A Consumer Disputes Redressal Commissions (CDRCs) shall be set up at the District, State and National level enabling a consumer to file a complaint with CDRCs in relation to the following:

  1. unfair or restrictive trade practices
  2. defective goods or services
  3. overcharging or deceptive charging;
  4. Offering of goods or services for a sale which may be hazardous to life and safety.
  5. Complaints/ challenging against an unfair contract which can only be filed with State and National commissions.
  • Enhancement of pecuniary jurisdiction:
Consumer Protection
District CDRC Upto one crore
State CDRC Rs. one crore not exceeding Rs. 10 crore
National CDRC over Rs. 10 crore
  • Mediation

For the purpose of mediation, the National Commission or the State Commission or the District Commission, as the case may be, shall prepare a panel of the mediators to be maintained by the consumer medication cell attached to it.

  • Product liability:

Product liability means the liability of a product manufacturer, service provider or seller to compensate a consumer for any harm or injury caused by a defective good or deficient service.  To claim compensation, a consumer has to prove any one of the conditions for defect or deficiency, as given in the Bill.

  • Measures to Prevent Unfair Trade Practices in E-commerce

The Bill in the wake of augmented e-commerce activities and consequent consumer related disputes renders an exclusive definition of “e-commerce” and states that it means buying or selling of goods or services including digital products over digital or electronic network.

The Bill empowers the Central Government to take such measures in the manner as may be prescribed to protect the interest and rights of consumers.

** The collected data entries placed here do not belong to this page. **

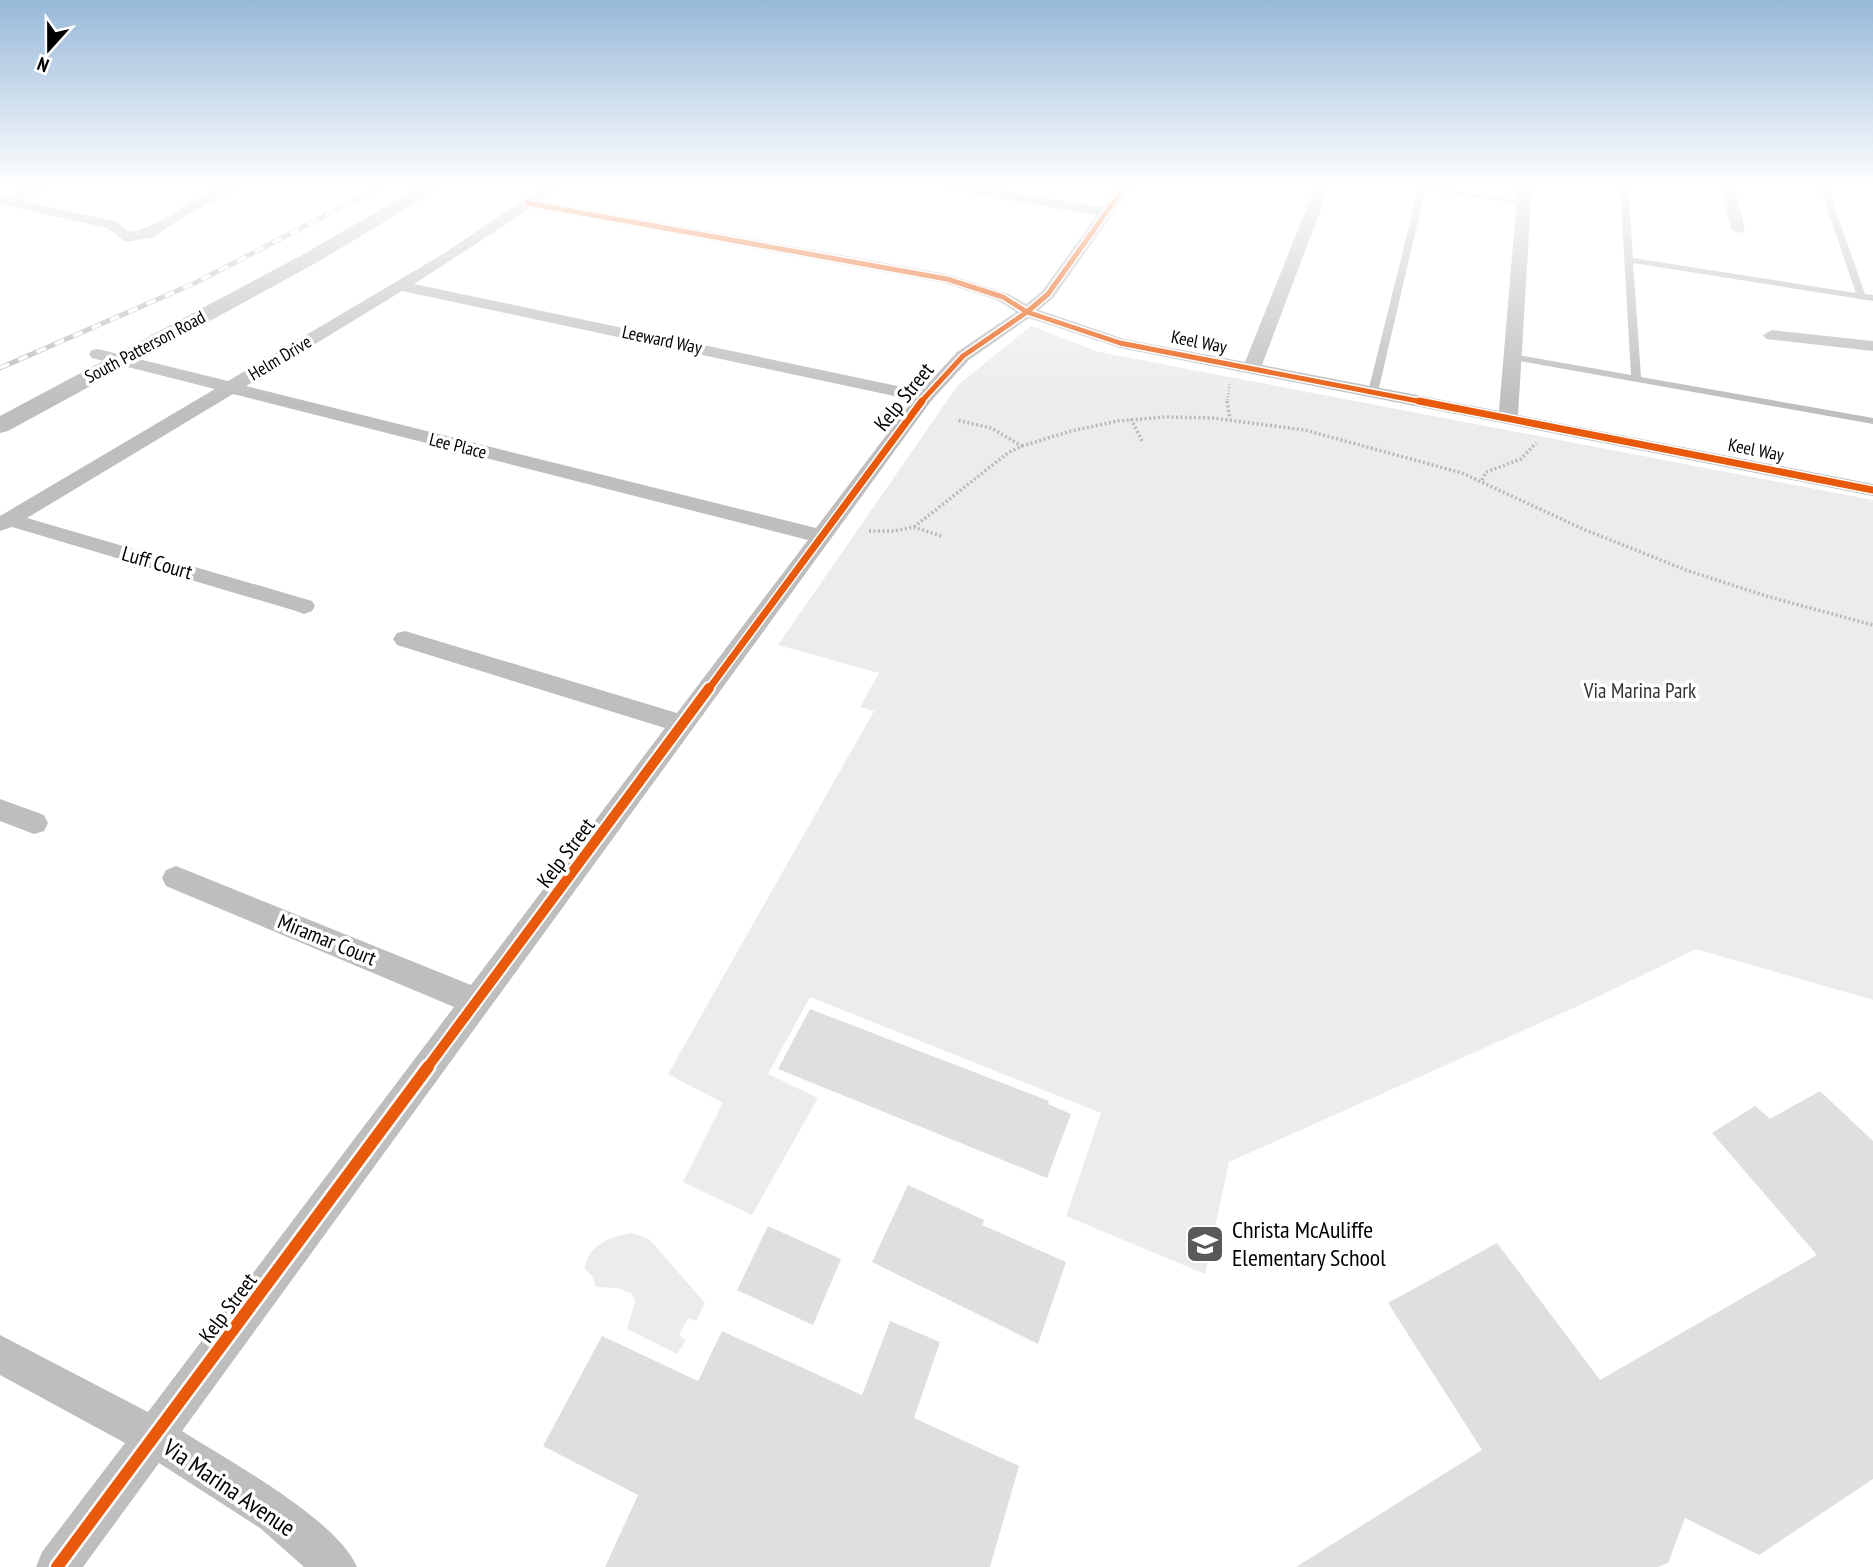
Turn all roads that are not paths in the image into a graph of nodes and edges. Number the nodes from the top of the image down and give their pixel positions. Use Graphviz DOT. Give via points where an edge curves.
graph roads {
  1 [pos="278,258"];
  2 [pos="309,258"];
  3 [pos="443,258"];
  4 [pos="830,258"];
  5 [pos="1074,258"];
  6 [pos="1295,258"];
  7 [pos="1405,258"];
  8 [pos="1520,258"];
  9 [pos="1848,258"];
  10 [pos="1629,260"];
  11 [pos="399,286"];
  12 [pos="1861,296"];
  13 [pos="1873,298"];
  14 [pos="1027,312"];
  15 [pos="1772,335"];
  16 [pos="1873,346"];
  17 [pos="98,354"];
  18 [pos="1512,357"];
  19 [pos="122,360"];
  20 [pos="1252,368"];
  21 [pos="1636,377"];
  22 [pos="230,389"];
  23 [pos="1373,392"];
  24 [pos="925,397"];
  25 [pos="0,405"];
  26 [pos="1508,418"];
  27 [pos="1873,421"];
  28 [pos="0,426"];
  29 [pos="1873,489"];
  30 [pos="5,522"];
  31 [pos="820,536"];
  32 [pos="304,606"];
  33 [pos="405,639"];
  34 [pos="683,724"];
  35 [pos="0,810"];
  36 [pos="34,823"];
  37 [pos="176,878"];
  38 [pos="477,1002"];
  39 [pos="0,1354"];
  40 [pos="154,1437"];
  41 [pos="57,1567"];
  42 [pos="336,1567"];
  1 -- 17 [label="street, South Patterson Road"];
  2 -- 19 [label="street, South Patterson Road"];
  3 -- 11 [label="street, Helm Drive"];
  4 -- 14 [label="street, Keel Way" via="947,279 1003,297"];
  5 -- 14 [label="street, Kelp Street"];
  6 -- 20 [label="street"];
  7 -- 23 [label="lane"];
  8 -- 18 [label="street"];
  9 -- 12 [label="lane"];
  10 -- 12 [label="lane"];
  10 -- 21 [label="lane"];
  11 -- 22 [label="street, Helm Drive"];
  11 -- 24 [label="street, Leeward Way"];
  12 -- 13 [label="lane"];
  14 -- 20 [label="street, Keel Way" via="1120,344"];
  14 -- 24 [label="street, Kelp Street" via="963,356"];
  15 -- 16 [label="street"];
  17 -- 19 [label="street, Lee Place"];
  17 -- 25 [label="street, South Patterson Road"];
  18 -- 21 [label="lane"];
  18 -- 26 [label="street"];
  19 -- 22 [label="street, Lee Place"];
  19 -- 28 [label="street, South Patterson Road"];
  20 -- 23 [label="street, Keel Way"];
  21 -- 27 [label="lane"];
  22 -- 30 [label="street, Helm Drive"];
  22 -- 31 [label="street, Lee Place"];
  23 -- 26 [label="street, Keel Way"];
  24 -- 31 [label="street, Kelp Street"];
  26 -- 29 [label="street, Keel Way"];
  30 -- 32 [label="street, Luff Court"];
  31 -- 34 [label="street, Kelp Street"];
  33 -- 34 [label="street"];
  34 -- 38 [label="street, Kelp Street"];
  35 -- 36 [label="street"];
  37 -- 38 [label="street, Miramar Court"];
  38 -- 40 [label="street, Kelp Street"];
  39 -- 40 [label="street, Via Marina Avenue"];
  40 -- 41 [label="street, Kelp Street"];
  40 -- 42 [label="street, Via Marina Avenue" via="275,1513"];
}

  • Filing of Consumer Complaints Electronically

In view of the onset of technological advancement and digitization, the Bill vide Section 35 provides for filing of consumer complaints electronically. The statutory provision enumerates that a complaint, in relation to any goods sold or delivered or any service provided, may be filed with a District Commission electronically in such manner as may be prescribed.

  • Miscellaneous

For preventing unfair trade practices in e-commerce, direct selling and also to protect the interest and rights of consumers, the Central Government may take such measures to protect the interest of the consumers.